### Task prompt
Your answer must hold only the lines below from the line containing "ring dip: (347, 315)" through the line containing "thumb cmc: (573, 357)", each reproduced exactly.
Start of Available records
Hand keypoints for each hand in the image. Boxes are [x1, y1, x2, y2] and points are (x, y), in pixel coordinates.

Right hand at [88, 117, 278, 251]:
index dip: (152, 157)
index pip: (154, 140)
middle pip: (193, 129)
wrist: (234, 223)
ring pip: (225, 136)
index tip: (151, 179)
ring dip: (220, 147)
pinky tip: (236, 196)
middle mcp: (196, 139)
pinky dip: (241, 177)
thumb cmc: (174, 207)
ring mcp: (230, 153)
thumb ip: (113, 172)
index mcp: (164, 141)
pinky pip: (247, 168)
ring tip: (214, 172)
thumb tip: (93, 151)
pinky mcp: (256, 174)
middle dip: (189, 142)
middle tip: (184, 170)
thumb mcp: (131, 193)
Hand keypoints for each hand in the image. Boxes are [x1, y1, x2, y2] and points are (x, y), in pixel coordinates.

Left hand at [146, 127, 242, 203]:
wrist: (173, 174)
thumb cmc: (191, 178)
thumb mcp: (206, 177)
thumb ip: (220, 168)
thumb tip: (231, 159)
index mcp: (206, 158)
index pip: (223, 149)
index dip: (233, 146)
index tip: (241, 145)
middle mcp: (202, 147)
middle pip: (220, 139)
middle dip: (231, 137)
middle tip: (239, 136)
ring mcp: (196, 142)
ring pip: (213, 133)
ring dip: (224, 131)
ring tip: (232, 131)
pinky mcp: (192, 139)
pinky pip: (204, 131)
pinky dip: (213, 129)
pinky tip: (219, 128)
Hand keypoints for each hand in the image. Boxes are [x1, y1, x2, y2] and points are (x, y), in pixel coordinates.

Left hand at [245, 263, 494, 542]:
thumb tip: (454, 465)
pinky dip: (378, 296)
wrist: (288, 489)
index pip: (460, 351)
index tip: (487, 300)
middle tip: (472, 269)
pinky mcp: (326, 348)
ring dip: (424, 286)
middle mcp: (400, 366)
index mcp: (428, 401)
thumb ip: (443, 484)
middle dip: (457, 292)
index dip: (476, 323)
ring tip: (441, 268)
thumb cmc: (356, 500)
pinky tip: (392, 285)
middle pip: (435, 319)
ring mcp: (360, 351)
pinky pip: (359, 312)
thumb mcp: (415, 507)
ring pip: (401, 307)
End of Available records
Start of Available records
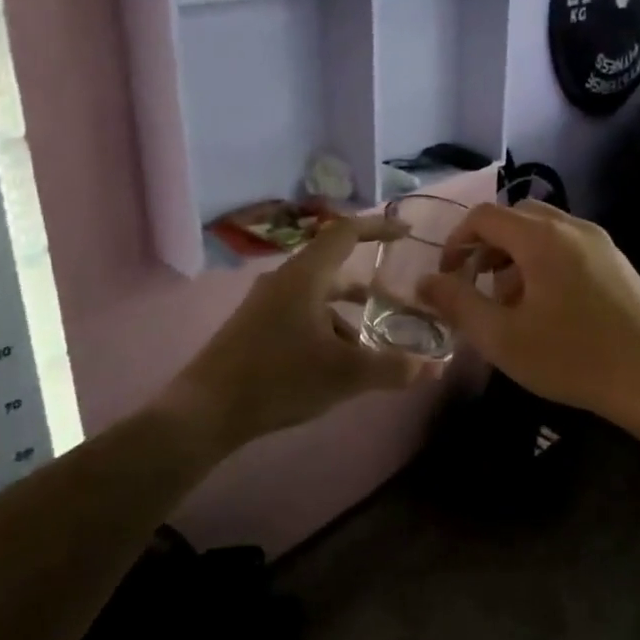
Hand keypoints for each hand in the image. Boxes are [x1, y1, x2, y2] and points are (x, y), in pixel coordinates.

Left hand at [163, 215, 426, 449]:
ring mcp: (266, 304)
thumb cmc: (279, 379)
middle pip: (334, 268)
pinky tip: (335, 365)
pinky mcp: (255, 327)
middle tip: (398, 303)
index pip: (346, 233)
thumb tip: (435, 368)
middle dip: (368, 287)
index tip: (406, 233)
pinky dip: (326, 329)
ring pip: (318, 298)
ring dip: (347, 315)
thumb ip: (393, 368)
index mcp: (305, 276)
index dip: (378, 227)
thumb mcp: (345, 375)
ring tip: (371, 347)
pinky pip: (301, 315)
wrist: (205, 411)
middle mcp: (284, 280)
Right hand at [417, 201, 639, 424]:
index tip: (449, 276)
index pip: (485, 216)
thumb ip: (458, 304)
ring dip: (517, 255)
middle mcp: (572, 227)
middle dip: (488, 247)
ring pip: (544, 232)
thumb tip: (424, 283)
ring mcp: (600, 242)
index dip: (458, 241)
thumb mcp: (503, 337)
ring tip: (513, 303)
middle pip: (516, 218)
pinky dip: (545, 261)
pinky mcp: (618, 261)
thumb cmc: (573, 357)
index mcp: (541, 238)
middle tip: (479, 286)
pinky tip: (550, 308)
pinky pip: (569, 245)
End of Available records
### Answer section
ring dip: (347, 315)
thumb ip: (393, 368)
index mcp: (305, 276)
index dip: (378, 227)
thumb mcp: (345, 375)
ring tip: (371, 347)
pinky pip: (301, 315)
wrist: (205, 411)
middle mcp: (284, 280)
Right hand at [417, 201, 639, 424]:
index tip: (449, 276)
index pip: (485, 216)
thumb ip: (458, 304)
ring dip: (517, 255)
middle mcp: (572, 227)
middle dip: (488, 247)
ring pip: (544, 232)
thumb tip: (424, 283)
ring mcp: (600, 242)
index dip: (458, 241)
thumb mcp: (503, 337)
ring tip: (513, 303)
middle pip: (516, 218)
pinky dip: (545, 261)
pinky mcp: (618, 261)
thumb cmc: (573, 357)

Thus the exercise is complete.